Check each line of the records below and collect those that include the word "Worth".

+++ DATASET CONTENT +++

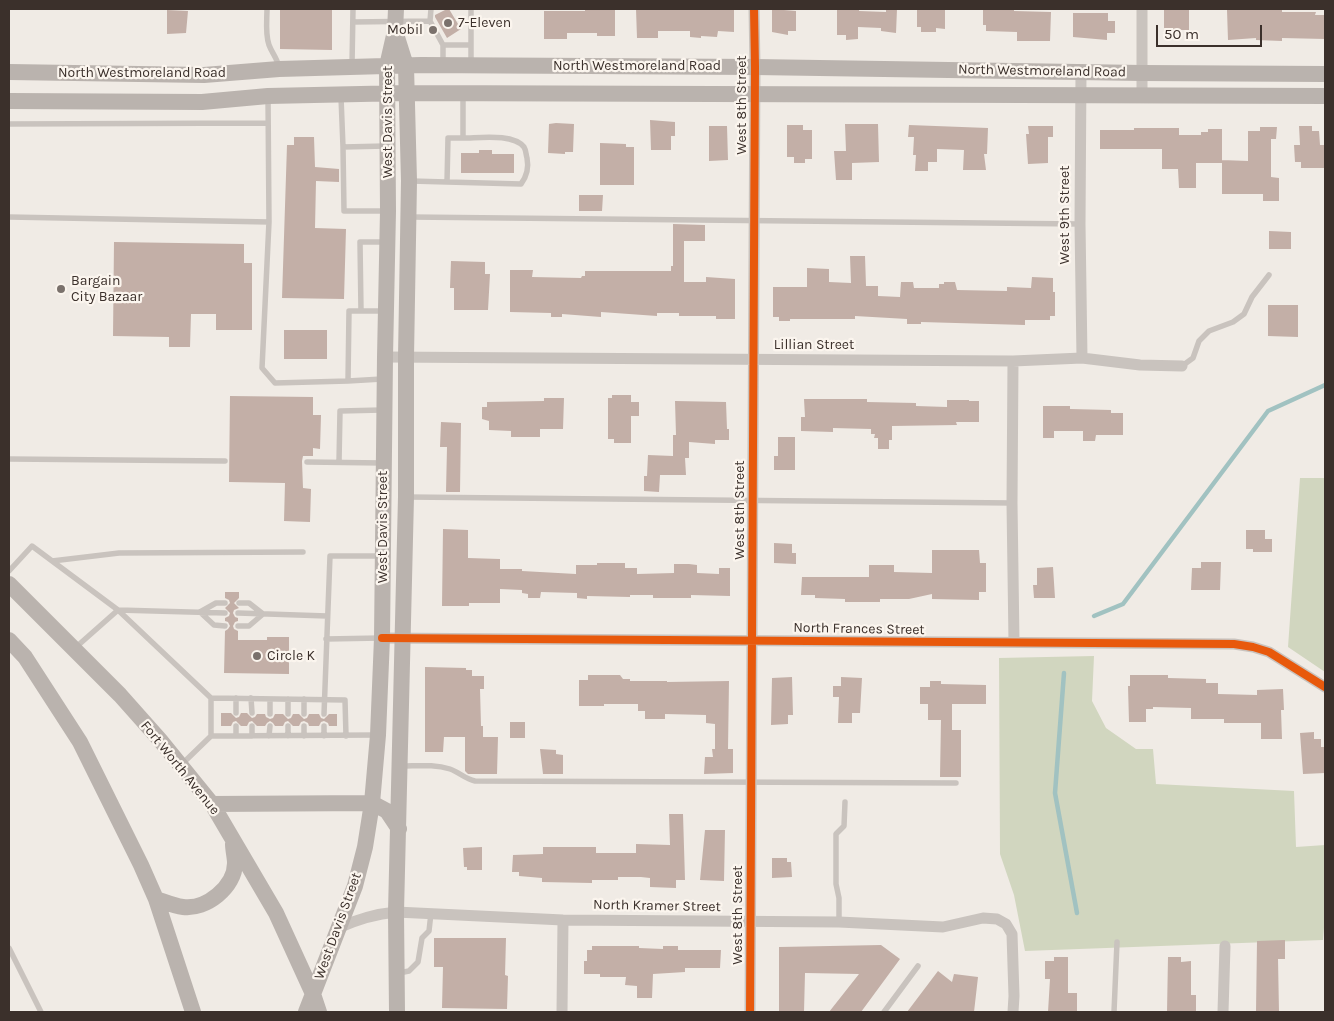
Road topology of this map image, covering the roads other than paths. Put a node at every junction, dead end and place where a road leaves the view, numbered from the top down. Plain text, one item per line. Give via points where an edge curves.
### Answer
1 (268, 9) edge
2 (353, 9) edge
3 (430, 9) edge
4 (471, 9) edge
5 (754, 9) edge
6 (1142, 9) edge
7 (395, 21) edge
8 (430, 21) junction
9 (353, 22) junction
10 (443, 45) junction
11 (471, 45) junction
12 (388, 66) junction
13 (406, 66) junction
14 (443, 66) junction
15 (471, 66) junction
16 (352, 67) junction
17 (755, 67) junction
18 (273, 69) junction
19 (9, 72) edge
20 (1081, 72) junction
21 (1142, 73) junction
22 (1325, 74) edge
23 (407, 93) junction
24 (341, 94) junction
25 (387, 94) junction
26 (463, 94) junction
27 (754, 94) junction
28 (268, 96) junction
29 (1081, 96) junction
30 (1142, 96) junction
31 (1325, 96) edge
32 (9, 100) edge
33 (268, 123) junction
34 (9, 124) edge
35 (463, 138) junction
36 (388, 146) junction
37 (343, 147) junction
38 (409, 181) junction
39 (447, 182) junction
40 (388, 211) junction
41 (9, 217) edge
42 (408, 217) junction
43 (754, 220) junction
44 (269, 222) junction
45 (1080, 224) junction
46 (387, 242) junction
47 (1269, 275) dead end
48 (360, 311) junction
49 (386, 311) junction
50 (385, 357) junction
51 (406, 357) junction
52 (1082, 358) junction
53 (753, 360) junction
54 (1013, 361) junction
55 (1182, 366) joint
56 (384, 379) junction
57 (348, 381) junction
58 (384, 410) junction
59 (9, 459) edge
60 (225, 461) dead end
61 (307, 462) dead end
62 (339, 462) junction
63 (384, 463) junction
64 (406, 497) junction
65 (753, 500) junction
66 (1012, 503) junction
67 (303, 552) dead end
68 (383, 556) junction
69 (52, 561) junction
70 (9, 571) edge
71 (9, 584) edge
72 (225, 603) dead end
73 (239, 603) dead end
74 (118, 610) junction
75 (200, 612) junction
76 (225, 613) dead end
77 (238, 614) dead end
78 (263, 614) junction
79 (327, 616) junction
80 (225, 626) dead end
81 (238, 626) dead end
82 (382, 638) junction
83 (404, 638) junction
84 (326, 639) junction
85 (9, 640) edge
86 (752, 640) junction
87 (1014, 642) junction
88 (74, 648) junction
89 (1325, 687) edge
90 (210, 698) junction
91 (236, 698) junction
92 (251, 698) junction
93 (270, 699) junction
94 (288, 699) junction
95 (304, 699) junction
96 (324, 700) junction
97 (236, 714) dead end
98 (252, 714) dead end
99 (270, 714) dead end
100 (288, 714) dead end
101 (304, 714) dead end
102 (324, 714) dead end
103 (236, 726) dead end
104 (252, 726) dead end
105 (270, 726) dead end
106 (288, 726) dead end
107 (304, 726) dead end
108 (324, 726) dead end
109 (378, 735) junction
110 (211, 736) junction
111 (236, 736) junction
112 (252, 736) junction
113 (269, 736) junction
114 (288, 736) junction
115 (304, 736) junction
116 (324, 736) junction
117 (346, 736) junction
118 (180, 766) junction
119 (401, 766) junction
120 (751, 782) junction
121 (956, 782) dead end
122 (845, 802) dead end
123 (372, 803) junction
124 (212, 804) junction
125 (399, 829) junction
126 (232, 837) junction
127 (156, 899) junction
128 (396, 912) junction
129 (431, 914) junction
130 (563, 920) junction
131 (751, 922) junction
132 (840, 922) junction
133 (338, 928) junction
134 (1117, 942) dead end
135 (1225, 946) dead end
136 (9, 948) edge
137 (918, 966) dead end
138 (397, 974) junction
139 (313, 994) junction
140 (41, 1012) edge
141 (193, 1012) edge
142 (306, 1012) edge
143 (319, 1012) edge
144 (397, 1012) edge
145 (562, 1012) edge
146 (750, 1012) edge
147 (884, 1012) edge
148 (1013, 1012) edge
149 (1114, 1012) edge
150 (1223, 1012) edge

1 - 18 lane via 269,45 278,59
2 - 9 lane
3 - 8 lane
4 - 11 lane
5 - 17 street, West 8th Street
6 - 21 street
7 - 8 lane
7 - 9 lane
7 - 12 main road, West Davis Street
7 - 13 main road, West Davis Street
8 - 10 lane
9 - 16 lane
10 - 11 lane
10 - 14 lane
11 - 15 lane
12 - 13 main road, North Westmoreland Road
12 - 16 main road, North Westmoreland Road
12 - 25 main road, West Davis Street
13 - 14 main road, North Westmoreland Road
13 - 23 main road, West Davis Street
14 - 15 main road, North Westmoreland Road
15 - 17 main road, North Westmoreland Road
16 - 18 main road, North Westmoreland Road
17 - 20 main road, North Westmoreland Road
17 - 27 street, West 8th Street
18 - 19 main road, North Westmoreland Road via 204,75
18 - 28 main road
20 - 21 main road, North Westmoreland Road
20 - 29 street, West 9th Street
21 - 22 main road, North Westmoreland Road
21 - 30 street
23 - 25 main road, North Westmoreland Road
23 - 26 main road, North Westmoreland Road
23 - 38 main road, West Davis Street
24 - 25 main road, North Westmoreland Road
24 - 28 main road, North Westmoreland Road
24 - 37 lane
25 - 36 main road, West Davis Street
26 - 27 main road, North Westmoreland Road
26 - 35 lane
27 - 29 main road, North Westmoreland Road
27 - 43 street, West 8th Street
28 - 32 main road, North Westmoreland Road via 202,102
28 - 33 lane
29 - 30 main road, North Westmoreland Road
29 - 45 street, West 9th Street
30 - 31 main road, North Westmoreland Road
33 - 34 lane
33 - 44 lane
35 - 39 lane via 448,138
35 - 39 lane via 516,140 525,148 526,177 521,184
36 - 37 lane
36 - 40 main road, West Davis Street
37 - 40 lane via 344,210
38 - 39 lane
38 - 42 main road, West Davis Street
40 - 46 main road, West Davis Street
41 - 44 lane
42 - 43 lane
42 - 51 main road, West Davis Street
43 - 45 lane
43 - 53 street, West 8th Street
44 - 57 lane via 262,368 274,383
45 - 52 street, West 9th Street
46 - 48 lane via 360,242
46 - 49 main road, West Davis Street
47 - 55 lane via 1252,296 1244,314 1209,332 1199,341 1193,358
48 - 49 lane
48 - 57 lane via 349,311
49 - 50 main road, West Davis Street
50 - 51 street, Lillian Street
50 - 56 main road, West Davis Street
51 - 53 street, Lillian Street
51 - 64 main road, West Davis Street
52 - 54 street, Lillian Street
52 - 55 street, Lillian Street
53 - 54 street, Lillian Street
53 - 65 street, West 8th Street
54 - 66 street
56 - 57 lane
56 - 58 main road, West Davis Street
58 - 62 lane via 340,411
58 - 63 main road, West Davis Street
59 - 60 lane
61 - 62 lane
62 - 63 lane
63 - 68 main road, West Davis Street
64 - 65 lane
64 - 83 main road, West Davis Street
65 - 66 lane
65 - 86 street, West 8th Street
66 - 87 street
67 - 69 lane via 119,553
68 - 79 lane via 330,556
68 - 82 main road, West Davis Street
69 - 70 lane via 32,546
69 - 74 lane
71 - 88 main road, Fort Worth Avenue
72 - 75 lane via 216,602
73 - 78 lane via 249,603
74 - 75 lane
74 - 88 lane
74 - 90 lane
75 - 76 lane
75 - 80 lane via 214,626
77 - 78 lane
78 - 79 lane
78 - 81 lane via 249,626
79 - 84 lane
82 - 83 street, North Frances Street
82 - 84 lane
82 - 109 main road, West Davis Street
83 - 86 street, North Frances Street
83 - 119 main road, West Davis Street
84 - 96 lane
85 - 127 main road via 25,657 80,742
86 - 87 street, North Frances Street
86 - 120 street, West 8th Street
87 - 89 street, North Frances Street via 1234,644 1269,652
88 - 118 main road, Fort Worth Avenue via 120,695
90 - 91 lane
90 - 110 lane
91 - 92 lane
91 - 97 lane
92 - 93 lane
92 - 98 lane
93 - 94 lane
93 - 99 lane
94 - 95 lane
94 - 100 lane
95 - 96 lane
95 - 101 lane
96 - 102 lane
96 - 117 lane via 345,700
103 - 111 lane
104 - 112 lane
105 - 113 lane
106 - 114 lane
107 - 115 lane
108 - 116 lane
109 - 117 lane
109 - 123 main road, West Davis Street
110 - 111 lane
110 - 118 lane
111 - 112 lane
112 - 113 lane
113 - 114 lane
114 - 115 lane
115 - 116 lane
116 - 117 lane
118 - 124 main road, Fort Worth Avenue
119 - 120 lane via 435,766 475,781
119 - 125 main road, West Davis Street
120 - 121 lane
120 - 131 street, West 8th Street
122 - 132 lane via 844,826 836,834
123 - 124 main road
123 - 125 main road via 388,811
123 - 133 main road, West Davis Street via 355,886
124 - 126 main road, Fort Worth Avenue
125 - 128 main road, West Davis Street
126 - 127 main road via 235,864 231,881 224,890 205,903 194,906 184,907
126 - 139 main road, Fort Worth Avenue via 276,914
127 - 141 main road
128 - 129 street, North Kramer Street
128 - 133 street, North Kramer Street via 374,914
128 - 138 main road, West Davis Street
129 - 130 street, North Kramer Street
129 - 138 lane via 429,931 422,938 418,962
130 - 131 street, North Kramer Street
130 - 145 street
131 - 132 street, North Kramer Street
131 - 146 street, West 8th Street
132 - 148 street, North Kramer Street via 943,927 983,918 1006,924 1012,934
133 - 139 main road, West Davis Street
134 - 149 lane
135 - 150 street
136 - 140 lane
137 - 147 lane
138 - 144 main road, West Davis Street
139 - 142 main road, West Davis Street
139 - 143 main road, Fort Worth Avenue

+++

:: EXERCISE ANSWER ::
71 - 88 main road, Fort Worth Avenue
88 - 118 main road, Fort Worth Avenue via 120,695
118 - 124 main road, Fort Worth Avenue
124 - 126 main road, Fort Worth Avenue
126 - 139 main road, Fort Worth Avenue via 276,914
139 - 143 main road, Fort Worth Avenue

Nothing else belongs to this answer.